Le corps du golem fut entreposé dans le grenier de la synagogue Altneu à Prague, où il pouvait être ramené à la vie si nécessaire. À ce jour, le grenier n'est pas ouvert au grand public, et certains pensent que les restes du golem s'y trouvent toujours.

=> Cette histoire est-elle authentique ou pas?

Certains remettent en question l'historicité du golem de Prague.
La question n'est pas de savoir s'il est possible ou non de créer un golem, mais si le Maharal en a réellement créé un. La principale raison de cette incertitude est qu'il ne semble y avoir aucune mention de cela dans les écrits du Maharal ou de quiconque ayant vécu à son époque :
- le rabbi David Gans (le Tséma'h David), l'un des élèves les plus éminents du Maharal et auteur d'une biographie du Maharal, ne fait aucune mention du golem.
- le 'Hida, a écrit des biographies sur les grands personnages de l'histoire juive. Il évoque le golem de rabbi Eliyahou le Baal Shem, mais lorsqu'il parle du Maharal, il ne fait aucune mention du golem. ['Hida - Shem Haguédolim]
- le rabbi Meir Pereles de Prague était un parent du Maharal qui a vécu un peu plus d'un siècle après lui. Il écrit dans son Méguilat Youchsin à propos des deux golems du rabbi Eliyahou Baal Shem et du rabbi Kara, mais ne mentionne pas le Maharal.

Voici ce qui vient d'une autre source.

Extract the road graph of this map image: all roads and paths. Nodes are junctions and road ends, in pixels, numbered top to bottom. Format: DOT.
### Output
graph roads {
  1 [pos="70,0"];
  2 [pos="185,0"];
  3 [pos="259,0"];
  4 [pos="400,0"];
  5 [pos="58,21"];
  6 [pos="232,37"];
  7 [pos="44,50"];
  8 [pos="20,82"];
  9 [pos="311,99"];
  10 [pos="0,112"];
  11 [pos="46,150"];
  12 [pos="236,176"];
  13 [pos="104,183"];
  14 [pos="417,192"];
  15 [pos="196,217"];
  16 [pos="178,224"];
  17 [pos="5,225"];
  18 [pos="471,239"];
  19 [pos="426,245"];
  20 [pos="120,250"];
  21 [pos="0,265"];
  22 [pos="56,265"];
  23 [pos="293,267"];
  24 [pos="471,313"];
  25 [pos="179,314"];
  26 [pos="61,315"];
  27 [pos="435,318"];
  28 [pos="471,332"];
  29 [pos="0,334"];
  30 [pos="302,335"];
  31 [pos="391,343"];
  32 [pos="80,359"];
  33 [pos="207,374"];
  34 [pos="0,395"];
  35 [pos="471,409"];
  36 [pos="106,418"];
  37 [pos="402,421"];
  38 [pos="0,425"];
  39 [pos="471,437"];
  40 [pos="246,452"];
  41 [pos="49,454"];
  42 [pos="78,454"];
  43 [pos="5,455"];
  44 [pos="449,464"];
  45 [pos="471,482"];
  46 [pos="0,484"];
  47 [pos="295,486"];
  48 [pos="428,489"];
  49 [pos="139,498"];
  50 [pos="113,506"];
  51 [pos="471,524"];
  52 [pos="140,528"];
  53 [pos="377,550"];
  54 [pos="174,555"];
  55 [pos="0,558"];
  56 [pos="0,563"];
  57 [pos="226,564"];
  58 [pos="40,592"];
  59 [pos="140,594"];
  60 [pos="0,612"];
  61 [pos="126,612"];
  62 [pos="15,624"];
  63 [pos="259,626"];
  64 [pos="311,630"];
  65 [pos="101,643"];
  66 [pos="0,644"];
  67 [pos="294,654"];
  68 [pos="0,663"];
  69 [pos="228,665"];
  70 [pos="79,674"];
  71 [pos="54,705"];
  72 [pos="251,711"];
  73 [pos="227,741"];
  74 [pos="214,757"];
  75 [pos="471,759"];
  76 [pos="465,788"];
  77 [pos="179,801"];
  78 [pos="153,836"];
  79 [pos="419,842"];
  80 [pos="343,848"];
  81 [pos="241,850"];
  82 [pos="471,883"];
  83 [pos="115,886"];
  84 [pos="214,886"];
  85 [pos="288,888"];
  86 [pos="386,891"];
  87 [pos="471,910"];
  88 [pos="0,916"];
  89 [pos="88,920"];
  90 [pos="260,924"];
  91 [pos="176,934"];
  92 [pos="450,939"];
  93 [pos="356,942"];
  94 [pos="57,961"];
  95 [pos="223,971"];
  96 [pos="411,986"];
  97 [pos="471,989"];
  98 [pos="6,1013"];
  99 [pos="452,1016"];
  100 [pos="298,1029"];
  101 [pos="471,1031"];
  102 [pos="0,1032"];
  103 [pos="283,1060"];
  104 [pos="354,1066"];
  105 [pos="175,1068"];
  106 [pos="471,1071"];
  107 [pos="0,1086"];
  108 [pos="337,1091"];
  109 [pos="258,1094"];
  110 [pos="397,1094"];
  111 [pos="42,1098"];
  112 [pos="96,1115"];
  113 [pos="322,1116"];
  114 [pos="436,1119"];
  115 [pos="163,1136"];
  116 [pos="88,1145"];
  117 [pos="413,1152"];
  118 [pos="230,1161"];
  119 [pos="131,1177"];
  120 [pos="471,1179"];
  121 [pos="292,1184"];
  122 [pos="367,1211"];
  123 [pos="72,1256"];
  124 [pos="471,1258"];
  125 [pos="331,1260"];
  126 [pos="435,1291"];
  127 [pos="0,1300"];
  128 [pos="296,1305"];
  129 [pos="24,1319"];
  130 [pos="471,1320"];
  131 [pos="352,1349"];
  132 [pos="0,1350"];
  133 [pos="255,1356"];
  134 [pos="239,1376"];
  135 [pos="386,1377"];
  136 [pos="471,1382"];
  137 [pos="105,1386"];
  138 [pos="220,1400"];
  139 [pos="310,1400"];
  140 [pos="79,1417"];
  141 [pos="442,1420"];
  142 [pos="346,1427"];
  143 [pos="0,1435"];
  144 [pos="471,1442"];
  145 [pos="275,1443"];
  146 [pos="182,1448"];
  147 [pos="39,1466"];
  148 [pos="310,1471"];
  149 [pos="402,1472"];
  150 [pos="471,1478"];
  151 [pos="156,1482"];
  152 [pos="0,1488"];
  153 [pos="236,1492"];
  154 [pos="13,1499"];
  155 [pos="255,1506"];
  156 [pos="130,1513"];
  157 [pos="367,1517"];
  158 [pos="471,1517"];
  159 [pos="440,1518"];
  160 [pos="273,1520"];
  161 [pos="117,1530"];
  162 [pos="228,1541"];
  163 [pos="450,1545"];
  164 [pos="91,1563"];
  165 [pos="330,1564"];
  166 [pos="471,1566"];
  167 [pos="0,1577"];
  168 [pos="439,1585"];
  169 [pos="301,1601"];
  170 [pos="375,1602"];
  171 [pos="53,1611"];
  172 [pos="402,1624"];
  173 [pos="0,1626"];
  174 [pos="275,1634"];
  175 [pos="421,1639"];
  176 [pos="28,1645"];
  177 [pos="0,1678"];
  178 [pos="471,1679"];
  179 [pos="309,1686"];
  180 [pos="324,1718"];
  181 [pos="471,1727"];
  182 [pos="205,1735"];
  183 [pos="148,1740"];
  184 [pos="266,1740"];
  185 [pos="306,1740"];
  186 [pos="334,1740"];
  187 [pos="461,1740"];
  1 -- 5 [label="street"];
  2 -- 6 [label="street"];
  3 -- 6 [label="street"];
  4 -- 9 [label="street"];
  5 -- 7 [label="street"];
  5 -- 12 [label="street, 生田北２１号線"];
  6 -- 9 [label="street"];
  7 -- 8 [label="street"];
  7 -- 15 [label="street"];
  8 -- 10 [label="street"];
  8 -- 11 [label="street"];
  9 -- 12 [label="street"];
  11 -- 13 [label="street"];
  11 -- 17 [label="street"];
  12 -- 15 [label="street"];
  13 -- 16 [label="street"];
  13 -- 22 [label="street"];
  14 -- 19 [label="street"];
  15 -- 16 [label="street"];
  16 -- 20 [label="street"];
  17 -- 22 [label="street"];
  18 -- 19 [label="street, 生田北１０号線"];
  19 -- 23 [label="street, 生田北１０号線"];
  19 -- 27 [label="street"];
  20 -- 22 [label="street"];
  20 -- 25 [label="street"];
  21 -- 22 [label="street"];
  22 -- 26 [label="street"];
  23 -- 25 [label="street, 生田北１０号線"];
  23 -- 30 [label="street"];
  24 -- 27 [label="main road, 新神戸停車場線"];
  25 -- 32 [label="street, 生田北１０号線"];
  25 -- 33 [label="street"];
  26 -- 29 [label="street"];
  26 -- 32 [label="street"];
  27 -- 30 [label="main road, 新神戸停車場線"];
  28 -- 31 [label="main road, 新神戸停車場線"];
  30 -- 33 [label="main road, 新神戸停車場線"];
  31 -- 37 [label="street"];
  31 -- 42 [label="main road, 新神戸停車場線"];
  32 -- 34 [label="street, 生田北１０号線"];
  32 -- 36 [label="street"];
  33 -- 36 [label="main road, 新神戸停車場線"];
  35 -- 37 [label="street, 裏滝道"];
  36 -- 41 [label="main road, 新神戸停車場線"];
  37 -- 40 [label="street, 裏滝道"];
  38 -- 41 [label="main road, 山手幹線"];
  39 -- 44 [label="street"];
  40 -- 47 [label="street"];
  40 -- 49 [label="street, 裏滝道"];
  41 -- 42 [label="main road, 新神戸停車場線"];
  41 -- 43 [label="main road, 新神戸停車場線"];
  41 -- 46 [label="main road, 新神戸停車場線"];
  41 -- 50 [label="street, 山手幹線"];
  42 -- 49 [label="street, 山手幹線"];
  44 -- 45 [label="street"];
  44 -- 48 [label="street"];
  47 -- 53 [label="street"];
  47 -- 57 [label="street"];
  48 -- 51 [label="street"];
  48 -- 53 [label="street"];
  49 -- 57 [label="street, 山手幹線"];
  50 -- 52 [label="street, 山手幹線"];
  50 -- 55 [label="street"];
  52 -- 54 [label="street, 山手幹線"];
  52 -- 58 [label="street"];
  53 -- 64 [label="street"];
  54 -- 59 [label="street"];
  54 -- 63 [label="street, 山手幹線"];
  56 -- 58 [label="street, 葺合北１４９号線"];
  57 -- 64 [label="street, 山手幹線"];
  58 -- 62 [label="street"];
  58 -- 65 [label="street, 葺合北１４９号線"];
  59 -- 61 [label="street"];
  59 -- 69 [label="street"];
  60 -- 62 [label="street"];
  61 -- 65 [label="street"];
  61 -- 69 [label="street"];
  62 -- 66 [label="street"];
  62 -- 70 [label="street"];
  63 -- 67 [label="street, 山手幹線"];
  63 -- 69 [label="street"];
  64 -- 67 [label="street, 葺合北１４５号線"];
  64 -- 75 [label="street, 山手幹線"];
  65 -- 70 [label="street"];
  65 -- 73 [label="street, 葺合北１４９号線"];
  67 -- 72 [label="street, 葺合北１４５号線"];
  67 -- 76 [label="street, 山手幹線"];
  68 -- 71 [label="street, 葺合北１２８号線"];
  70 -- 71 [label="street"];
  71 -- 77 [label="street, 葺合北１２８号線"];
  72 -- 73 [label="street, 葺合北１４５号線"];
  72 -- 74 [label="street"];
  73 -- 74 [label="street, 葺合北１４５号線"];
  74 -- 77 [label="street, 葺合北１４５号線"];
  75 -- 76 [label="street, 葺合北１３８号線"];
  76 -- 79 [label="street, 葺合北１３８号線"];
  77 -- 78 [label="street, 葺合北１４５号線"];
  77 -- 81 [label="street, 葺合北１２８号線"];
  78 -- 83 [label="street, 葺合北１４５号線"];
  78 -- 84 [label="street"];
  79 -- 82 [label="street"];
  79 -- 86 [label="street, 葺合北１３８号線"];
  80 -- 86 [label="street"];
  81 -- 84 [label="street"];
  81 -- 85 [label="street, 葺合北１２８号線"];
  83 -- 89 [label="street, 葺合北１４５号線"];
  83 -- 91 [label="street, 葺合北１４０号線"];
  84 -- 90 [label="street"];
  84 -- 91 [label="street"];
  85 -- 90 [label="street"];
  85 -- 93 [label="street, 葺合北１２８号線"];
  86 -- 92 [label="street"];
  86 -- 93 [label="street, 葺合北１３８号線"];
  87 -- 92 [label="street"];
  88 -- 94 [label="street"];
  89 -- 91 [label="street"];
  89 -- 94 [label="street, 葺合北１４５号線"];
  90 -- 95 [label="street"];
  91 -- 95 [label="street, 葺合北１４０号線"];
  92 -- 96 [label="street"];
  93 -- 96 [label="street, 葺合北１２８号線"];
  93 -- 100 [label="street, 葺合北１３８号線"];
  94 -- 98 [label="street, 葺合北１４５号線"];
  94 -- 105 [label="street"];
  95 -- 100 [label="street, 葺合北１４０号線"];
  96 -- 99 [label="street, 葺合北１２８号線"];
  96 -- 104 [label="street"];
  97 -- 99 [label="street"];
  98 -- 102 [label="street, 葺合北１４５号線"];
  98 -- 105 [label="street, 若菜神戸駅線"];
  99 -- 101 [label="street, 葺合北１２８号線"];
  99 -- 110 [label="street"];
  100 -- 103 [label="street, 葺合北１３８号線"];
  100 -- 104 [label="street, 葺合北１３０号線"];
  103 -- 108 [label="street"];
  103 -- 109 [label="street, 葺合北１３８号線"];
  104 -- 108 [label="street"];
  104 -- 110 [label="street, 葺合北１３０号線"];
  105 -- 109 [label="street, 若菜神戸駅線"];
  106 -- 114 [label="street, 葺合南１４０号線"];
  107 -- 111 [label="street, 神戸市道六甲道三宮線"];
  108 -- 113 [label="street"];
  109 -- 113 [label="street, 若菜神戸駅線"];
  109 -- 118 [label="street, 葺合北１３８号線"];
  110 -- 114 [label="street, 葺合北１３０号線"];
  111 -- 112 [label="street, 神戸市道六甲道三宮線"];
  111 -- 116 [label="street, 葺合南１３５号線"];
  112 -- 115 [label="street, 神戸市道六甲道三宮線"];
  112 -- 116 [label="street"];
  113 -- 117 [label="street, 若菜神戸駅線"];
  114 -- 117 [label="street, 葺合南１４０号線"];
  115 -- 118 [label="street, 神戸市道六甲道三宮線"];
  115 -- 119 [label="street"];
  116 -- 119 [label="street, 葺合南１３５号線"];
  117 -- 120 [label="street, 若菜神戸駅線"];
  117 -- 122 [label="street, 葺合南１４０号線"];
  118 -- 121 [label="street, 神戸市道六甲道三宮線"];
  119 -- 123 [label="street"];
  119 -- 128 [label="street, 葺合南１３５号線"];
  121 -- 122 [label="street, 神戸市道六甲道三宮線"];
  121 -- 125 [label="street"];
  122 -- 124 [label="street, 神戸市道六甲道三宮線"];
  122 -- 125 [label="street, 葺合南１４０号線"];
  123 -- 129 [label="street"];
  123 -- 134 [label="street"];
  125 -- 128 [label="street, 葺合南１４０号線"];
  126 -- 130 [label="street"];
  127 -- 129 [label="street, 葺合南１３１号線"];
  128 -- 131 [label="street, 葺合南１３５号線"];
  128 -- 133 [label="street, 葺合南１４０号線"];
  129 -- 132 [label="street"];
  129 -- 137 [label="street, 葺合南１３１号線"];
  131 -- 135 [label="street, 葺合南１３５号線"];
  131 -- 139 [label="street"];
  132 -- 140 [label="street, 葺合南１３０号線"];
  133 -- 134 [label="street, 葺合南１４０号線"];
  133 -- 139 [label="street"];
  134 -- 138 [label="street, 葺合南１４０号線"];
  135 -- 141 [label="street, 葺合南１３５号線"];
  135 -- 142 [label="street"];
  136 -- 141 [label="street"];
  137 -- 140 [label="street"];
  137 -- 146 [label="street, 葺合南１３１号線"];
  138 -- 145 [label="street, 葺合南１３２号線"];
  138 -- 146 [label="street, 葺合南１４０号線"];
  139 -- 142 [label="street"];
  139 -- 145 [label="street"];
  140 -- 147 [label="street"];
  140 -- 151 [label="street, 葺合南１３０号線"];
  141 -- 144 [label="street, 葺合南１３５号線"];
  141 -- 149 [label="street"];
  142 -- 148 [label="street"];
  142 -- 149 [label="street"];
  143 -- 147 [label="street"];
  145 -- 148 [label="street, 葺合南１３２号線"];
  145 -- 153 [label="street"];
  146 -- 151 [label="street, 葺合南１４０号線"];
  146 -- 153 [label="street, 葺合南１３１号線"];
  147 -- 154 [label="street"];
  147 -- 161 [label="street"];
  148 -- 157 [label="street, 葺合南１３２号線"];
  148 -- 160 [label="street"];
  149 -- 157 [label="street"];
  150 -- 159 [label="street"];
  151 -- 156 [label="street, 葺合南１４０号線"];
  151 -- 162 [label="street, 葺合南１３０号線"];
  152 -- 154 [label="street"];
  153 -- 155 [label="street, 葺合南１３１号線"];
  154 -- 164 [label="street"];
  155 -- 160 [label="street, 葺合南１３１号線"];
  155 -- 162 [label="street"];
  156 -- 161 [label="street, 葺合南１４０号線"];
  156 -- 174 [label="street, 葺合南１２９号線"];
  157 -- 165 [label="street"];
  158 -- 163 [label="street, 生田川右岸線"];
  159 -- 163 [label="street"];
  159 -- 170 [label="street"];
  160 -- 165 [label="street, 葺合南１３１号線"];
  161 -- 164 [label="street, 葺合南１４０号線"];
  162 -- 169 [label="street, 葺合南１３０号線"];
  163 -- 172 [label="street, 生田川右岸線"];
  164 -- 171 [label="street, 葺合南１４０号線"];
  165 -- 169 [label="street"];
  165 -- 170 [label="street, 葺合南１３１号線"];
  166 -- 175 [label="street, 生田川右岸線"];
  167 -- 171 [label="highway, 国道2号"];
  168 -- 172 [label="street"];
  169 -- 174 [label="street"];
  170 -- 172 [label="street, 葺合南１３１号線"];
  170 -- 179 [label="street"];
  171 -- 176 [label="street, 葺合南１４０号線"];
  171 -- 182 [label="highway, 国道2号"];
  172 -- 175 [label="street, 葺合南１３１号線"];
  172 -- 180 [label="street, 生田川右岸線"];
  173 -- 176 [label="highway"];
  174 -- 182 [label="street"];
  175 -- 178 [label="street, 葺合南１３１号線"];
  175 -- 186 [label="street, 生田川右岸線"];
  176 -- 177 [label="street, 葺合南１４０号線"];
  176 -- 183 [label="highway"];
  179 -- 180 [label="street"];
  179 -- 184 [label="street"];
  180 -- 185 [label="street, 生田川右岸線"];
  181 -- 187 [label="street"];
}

-> Le golem du Maharal n'est mentionné que dans des ouvrages plus tardifs. Le rabbi Shlomo Yéhouda HaKohen Rappoport, un rabbin pragois du 19e siècle, se demande pourquoi les écrits de ses contemporains ne font aucune mention du golem du Maharal. [dans sa lettre jointe à K.Lieben - Gal Eid ]

-> La première mention imprimée du golem du Maharal semble avoir été faite dans un journal dans les années 1830, soit environ deux siècles après la mort du Maharal.
[la référence imprimée la plus ancienne semble être de B. Auerbach - Spinoza (paru à Stuttgart en 1837)]
Cependant, ce n'est pas vraiment cet article de journal qui a fait connaître le golem de Prague. L'histoire est devenue célèbre après avoir été publiée en 1909 dans un livre intitulé Niflaot HaMaharal, par le rabbin Yudl Rosenberg. Ce dernier était également connu pour avoir traduit le Zohar en hébreu, et a ensuite occupé le poste de président du tribunal rabbinique de Montréal, au Canada. Le livre a connu un grand succès et a été traduit en plusieurs langues.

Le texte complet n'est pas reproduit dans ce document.